Qual code-visualizer

This repo contains a visualizer for a qualitatively coded dataset. Given a codebook and a set of tagged transcripts, it will produce a simple HTML-based visualization of your dataset you can open on any browser. Transcripts are human-readable and navigable by code, and codes are counted by occurrence.

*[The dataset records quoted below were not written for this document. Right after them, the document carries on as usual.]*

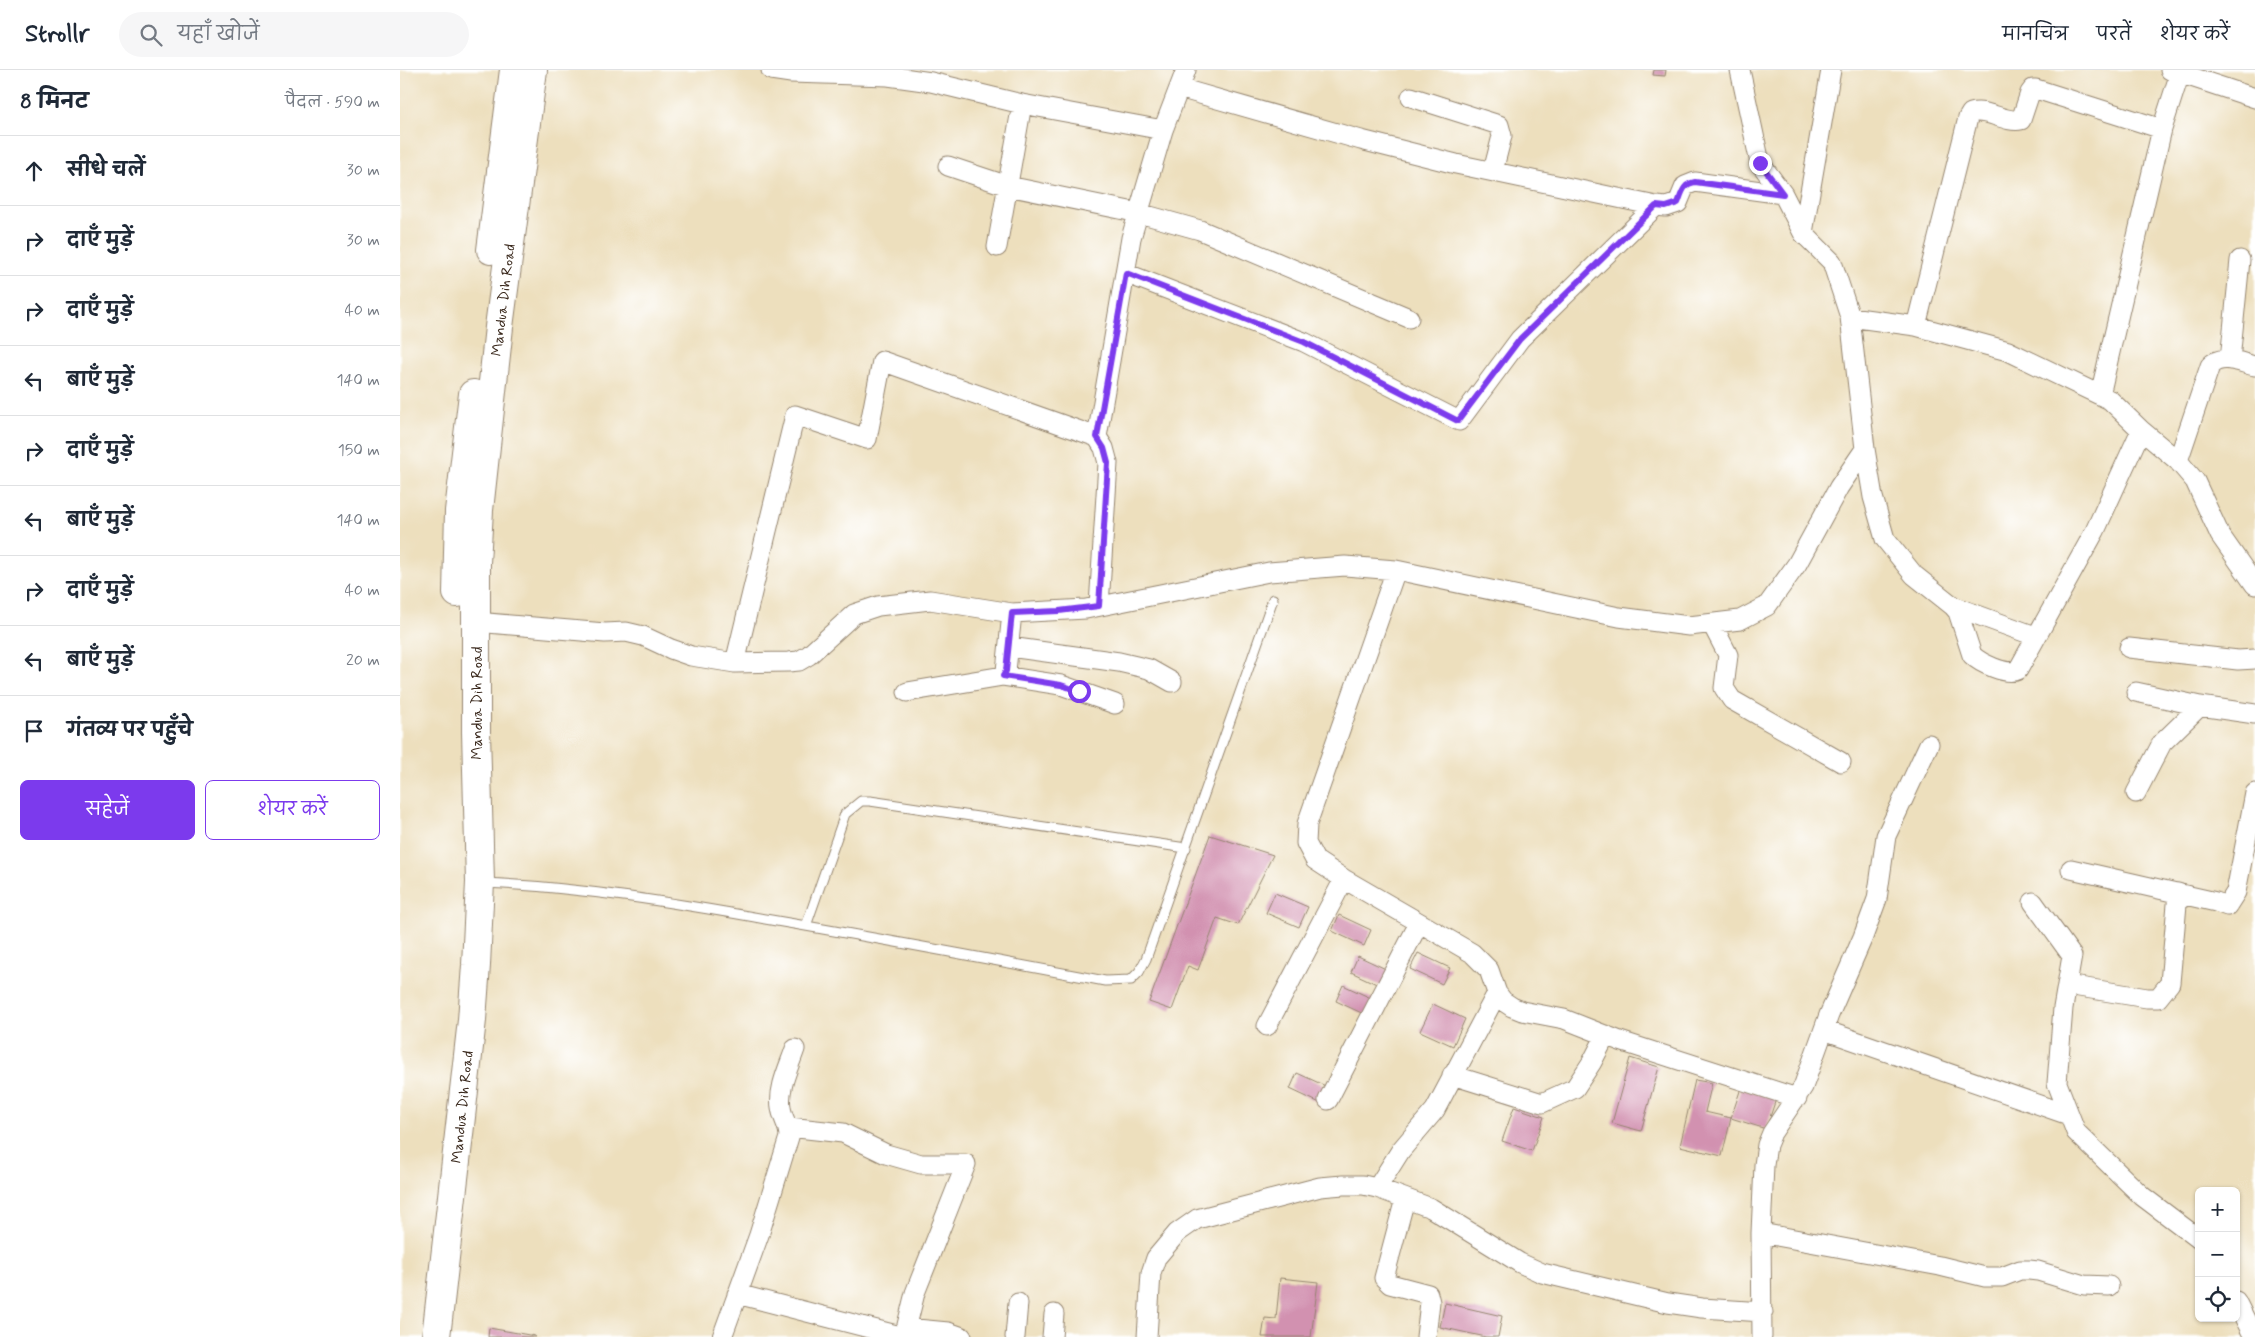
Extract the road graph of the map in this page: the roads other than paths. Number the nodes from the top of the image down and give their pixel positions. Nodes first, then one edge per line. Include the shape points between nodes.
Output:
1 (514, 70) edge
2 (533, 70) edge
3 (771, 70) edge
4 (1186, 70) edge
5 (1740, 70) edge
6 (1831, 70) edge
7 (2175, 72) edge
8 (1179, 88) junction
9 (1411, 97) dead end
10 (2255, 98) edge
11 (1022, 104) junction
12 (2162, 129) junction
13 (1163, 130) junction
14 (948, 166) dead end
15 (1493, 171) junction
16 (1008, 186) junction
17 (1783, 194) junction
18 (1656, 206) junction
19 (1139, 213) junction
20 (1803, 233) junction
21 (997, 246) dead end
22 (2240, 260) dead end
23 (1126, 273) junction
24 (1850, 317) junction
25 (1409, 318) dead end
26 (1916, 326) junction
27 (2230, 360) junction
28 (2255, 366) edge
29 (2100, 395) junction
30 (2141, 430) junction
31 (1097, 437) junction
32 (1865, 449) junction
33 (2178, 461) junction
34 (1396, 570) junction
35 (2255, 585) edge
36 (1274, 599) dead end
37 (1099, 606) junction
38 (1953, 606) junction
39 (1012, 613) junction
40 (476, 622) junction
41 (1712, 624) junction
42 (2035, 636) junction
43 (1009, 647) junction
44 (2129, 648) dead end
45 (2255, 659) edge
46 (735, 663) junction
47 (1003, 676) junction
48 (1172, 682) dead end
49 (907, 692) dead end
50 (2136, 692) dead end
51 (1115, 704) dead end
52 (2200, 706) junction
53 (2255, 714) edge
54 (1929, 744) dead end
55 (1841, 762) dead end
56 (2136, 793) dead end
57 (2255, 793) edge
58 (1186, 848) junction
59 (2070, 869) dead end
60 (1344, 879) junction
61 (480, 882) junction
62 (2178, 893) junction
63 (2033, 902) dead end
64 (1420, 923) junction
65 (806, 926) junction
66 (2067, 985) junction
67 (1497, 993) junction
68 (1267, 1026) dead end
69 (1824, 1030) junction
70 (1606, 1035) junction
71 (795, 1049) dead end
72 (1452, 1075) junction
73 (1797, 1098) junction
74 (1328, 1100) dead end
75 (2069, 1115) junction
76 (789, 1127) junction
77 (1377, 1188) junction
78 (1405, 1199) junction
79 (1761, 1233) junction
80 (2195, 1236) edge
81 (2109, 1286) dead end
82 (738, 1294) junction
83 (1018, 1304) dead end
84 (2240, 1309) edge
85 (1763, 1312) junction
86 (1054, 1314) dead end
87 (905, 1334) edge
88 (421, 1337) edge
89 (436, 1337) edge
90 (722, 1337) edge
91 (962, 1337) edge
92 (1015, 1337) edge
93 (1052, 1337) edge
94 (1147, 1337) edge
95 (1426, 1337) edge
96 (1762, 1337) edge
97 (2254, 1337) edge

1 - 88 main road, Mandua Dih Road via 459,511 457,683 463,795 461,938 452,1056
2 - 40 main road, Mandua Dih Road via 479,510
3 - 11 street via 896,77
4 - 8 street
5 - 17 street via 1760,163
6 - 20 street
7 - 10 street
7 - 12 street
8 - 13 street
8 - 15 street via 1361,140
9 - 15 street via 1499,125 1502,136
11 - 13 street
11 - 16 street
12 - 26 street via 2036,89 2030,93 2021,120 1971,113
12 - 29 street
13 - 19 street
14 - 16 street
15 - 18 street
16 - 19 street
16 - 21 street
17 - 18 street via 1695,182 1684,186 1678,203
17 - 20 street
18 - 23 street via 1520,339 1458,421 1304,342
19 - 23 street via 1131,238
19 - 25 street via 1200,230
20 - 24 street via 1832,262
22 - 27 street
23 - 31 street
24 - 26 street
24 - 32 street
26 - 29 street via 2008,351
27 - 28 street
27 - 33 street via 2214,361 2210,366
29 - 30 street via 2110,400
30 - 33 street
30 - 42 street via 2095,531
31 - 37 street via 1108,463
31 - 46 street via 882,360 867,439 794,415
32 - 38 street via 1886,539 1914,575
32 - 41 street via 1839,486 1797,564 1767,606 1740,620
33 - 35 street via 2195,481 2220,535
34 - 37 street via 1345,566 1269,572
34 - 41 street via 1619,617 1689,626
34 - 60 street via 1304,834 1315,860
36 - 58 lane
37 - 39 street
38 - 42 street
38 - 42 street via 1972,655 2006,671 2018,670
39 - 43 street
39 - 46 street via 930,600 878,606 854,614 799,661
40 - 46 street via 626,632 691,656
40 - 61 main road, Mandua Dih Road
41 - 55 street via 1728,655 1724,688 1732,700
43 - 47 street
43 - 48 street via 1120,662 1149,669
44 - 45 street
47 - 49 street
47 - 51 street via 1061,685
50 - 52 street
52 - 53 street
52 - 56 street via 2162,743
54 - 69 street via 1886,836 1877,899
57 - 62 street via 2236,892 2227,906
58 - 65 lane via 880,802 861,802 845,814
58 - 65 lane via 1146,959 1132,980 1106,982
59 - 62 street
60 - 64 street
60 - 68 street
61 - 65 lane via 528,884 661,901
61 - 89 main road, Mandua Dih Road via 472,1020
62 - 66 street via 2170,983 2158,998
63 - 66 street via 2072,956
64 - 67 street via 1482,962 1489,970
64 - 74 street
66 - 75 street via 2057,1083
67 - 70 street via 1503,1001 1522,1011 1564,1019
67 - 72 street
69 - 73 street
69 - 75 street
70 - 72 street via 1575,1088 1542,1102
70 - 73 street
71 - 76 street via 780,1098 781,1110
72 - 77 street via 1435,1110 1400,1150
73 - 79 street via 1767,1145
75 - 80 street via 2076,1132 2142,1196
76 - 82 street via 789,1136
76 - 87 street via 843,1133 886,1154 921,1164 966,1164 916,1294
77 - 78 street
77 - 94 street via 1320,1187 1197,1219 1177,1233 1156,1258 1151,1273
78 - 85 street via 1431,1208 1542,1273 1668,1303
78 - 95 street via 1384,1278 1390,1284 1428,1294
79 - 81 street via 1985,1277 2002,1277 2029,1270 2084,1285
79 - 85 street
82 - 87 street
82 - 90 street
83 - 92 street
84 - 97 street
85 - 96 street
86 - 93 street
87 - 91 street via 948,1332

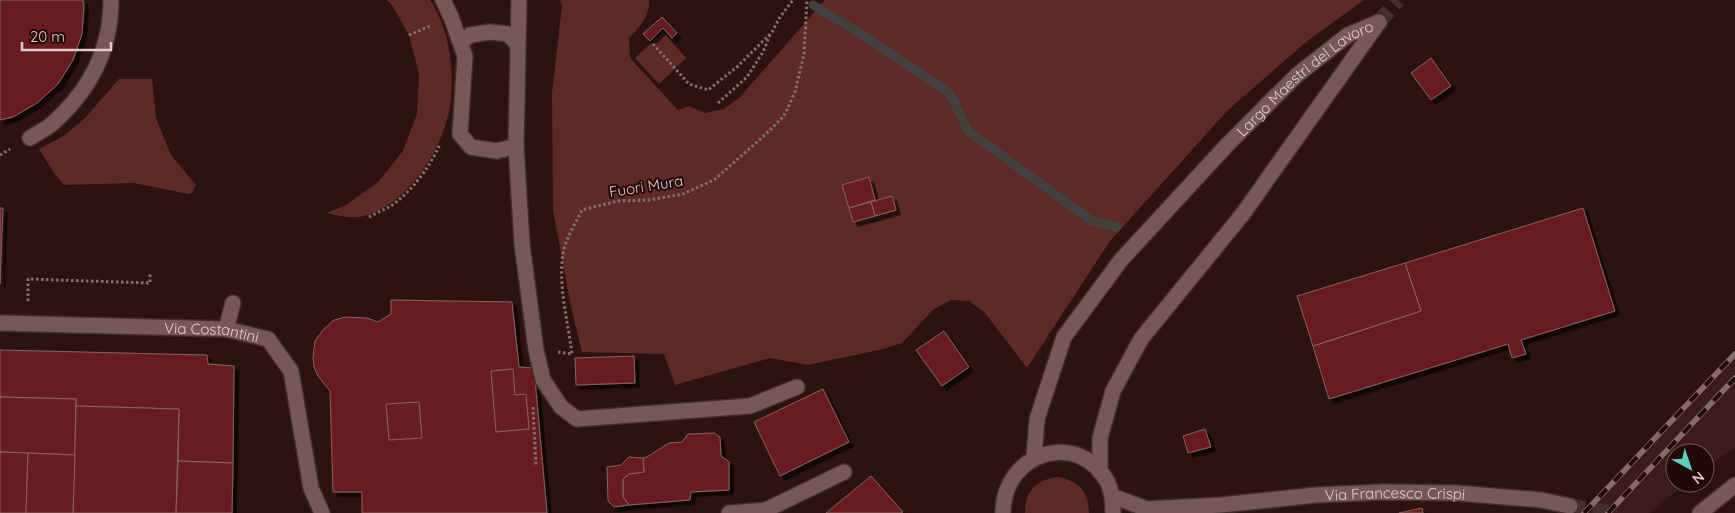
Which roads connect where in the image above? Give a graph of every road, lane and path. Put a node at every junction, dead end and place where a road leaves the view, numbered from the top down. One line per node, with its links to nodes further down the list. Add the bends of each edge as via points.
1 (111, 0): 11 (street, via 111,21 104,51 91,78 52,124)
2 (443, 0): 7 (street)
3 (519, 0): 9 (street)
4 (794, 0): 6 (path)
5 (808, 0): 20 (path, Fuori Mura, via 804,54 796,92 784,116 714,180 684,194 618,201 582,210 563,253 562,283 572,354)
6 (772, 32): 8 (path, via 708,90 689,84); 10 (path, via 747,77)
7 (461, 43): 9 (street, via 470,35 490,32 508,34); 13 (street, via 465,56 460,134 471,147 497,151)
8 (653, 44)
9 (518, 45): 13 (street)
10 (718, 103)
11 (30, 138)
12 (441, 141): 14 (path, via 409,190 390,206)
13 (516, 146): 20 (street, via 522,244)
14 (369, 217)
15 (150, 272): 18 (path, via 150,283 28,279)
16 (233, 303): 19 (street)
17 (0, 323): 18 (street, Via Costantini)
18 (28, 324): 19 (street, Via Costantini)
19 (226, 329): 29 (street, Via Costantini, via 268,339 291,371 311,488)
20 (536, 350): 21 (street, via 543,380 561,407 577,419 750,406)
21 (797, 387)
22 (1034, 458): 24 (street, Largo Maestri del Lavoro, via 1058,452 1070,454 1086,460); 24 (street, Largo Maestri del Lavoro, via 1037,419 1064,337 1121,260 1226,145 1297,75 1348,35 1379,22 1242,215 1141,339 1113,391 1100,438); 31 (street, Largo Maestri del Lavoro, via 1012,478 1005,492)
23 (844, 472): 30 (street, via 766,510)
24 (1100, 472): 26 (street, Largo Maestri del Lavoro)
25 (1735, 485): 34 (street)
26 (1112, 496): 27 (street, Via Francesco Crispi, via 1147,509); 32 (street, Largo Maestri del Lavoro)
27 (1221, 505): 28 (street, Via Francesco Crispi, via 1383,492 1457,493 1541,500); 33 (street, Via Francesco Crispi)
28 (1570, 506)
29 (322, 513)
30 (729, 513)
31 (1003, 513)
32 (1113, 513)
33 (1198, 513)
34 (1700, 513)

This repo is templatable, so have at it.

Last updated Jan. 26, 2021 by @emtseng

Updated to python3
Added sys checks at the top of each active script for python3

0) Setup

We'll run this tool in a python virtualenv. Ensure you have a python3 installation. Then:

virtualenv -p <path to your python3, for instance /usr/bin/python> py3
source py3/bin/activate
pip install -r requirements.txt

To deactivate the virtualenv:

deactivate

1) Prepare data

Place the codebook in your top-level directory. It should be a CSV should be formatted as:

   code1 , description1
   code2 , description2
   ...
   code3, description3

where codes are (possibly quote-surrounded) strings and descriptions are (possibly quote-delimited) strings. We will eat extra ',' appearing at end of lines.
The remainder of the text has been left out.